--- Exercise material Enclosed Below ---
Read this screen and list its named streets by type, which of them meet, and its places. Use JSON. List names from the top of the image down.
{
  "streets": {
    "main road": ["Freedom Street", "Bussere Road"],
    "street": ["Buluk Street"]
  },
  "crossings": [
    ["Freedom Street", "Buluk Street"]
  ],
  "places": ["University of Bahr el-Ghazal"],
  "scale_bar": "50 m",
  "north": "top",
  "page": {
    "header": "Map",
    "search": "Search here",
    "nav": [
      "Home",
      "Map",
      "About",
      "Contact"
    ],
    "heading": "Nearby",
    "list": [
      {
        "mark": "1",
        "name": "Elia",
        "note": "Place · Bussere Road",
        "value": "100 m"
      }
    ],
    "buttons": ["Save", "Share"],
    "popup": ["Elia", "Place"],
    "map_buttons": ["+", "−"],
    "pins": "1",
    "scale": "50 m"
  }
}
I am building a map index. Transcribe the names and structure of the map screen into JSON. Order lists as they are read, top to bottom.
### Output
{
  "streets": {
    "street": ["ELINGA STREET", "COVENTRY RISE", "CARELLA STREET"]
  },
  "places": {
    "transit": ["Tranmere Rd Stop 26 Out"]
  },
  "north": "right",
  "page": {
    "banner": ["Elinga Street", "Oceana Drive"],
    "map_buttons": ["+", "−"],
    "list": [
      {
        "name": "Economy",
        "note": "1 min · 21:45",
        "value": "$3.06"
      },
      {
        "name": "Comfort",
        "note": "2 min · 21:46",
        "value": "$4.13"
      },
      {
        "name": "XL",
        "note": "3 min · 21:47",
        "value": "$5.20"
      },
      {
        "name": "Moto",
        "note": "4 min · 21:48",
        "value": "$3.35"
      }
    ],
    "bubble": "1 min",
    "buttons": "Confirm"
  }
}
--- End of Enclosed Exercise material ---
Exactly the lines running from the top of the records to the line that contains "I am building", inclusive, must be set down, and nothing more.

Read this screen and list its named streets by type, which of them meet, and its places. Use JSON. List names from the top of the image down.
{
  "streets": {
    "main road": ["Freedom Street", "Bussere Road"],
    "street": ["Buluk Street"]
  },
  "crossings": [
    ["Freedom Street", "Buluk Street"]
  ],
  "places": ["University of Bahr el-Ghazal"],
  "scale_bar": "50 m",
  "north": "top",
  "page": {
    "header": "Map",
    "search": "Search here",
    "nav": [
      "Home",
      "Map",
      "About",
      "Contact"
    ],
    "heading": "Nearby",
    "list": [
      {
        "mark": "1",
        "name": "Elia",
        "note": "Place · Bussere Road",
        "value": "100 m"
      }
    ],
    "buttons": ["Save", "Share"],
    "popup": ["Elia", "Place"],
    "map_buttons": ["+", "−"],
    "pins": "1",
    "scale": "50 m"
  }
}
I am building a map index. Transcribe the names and structure of the map screen into JSON. Order lists as they are read, top to bottom.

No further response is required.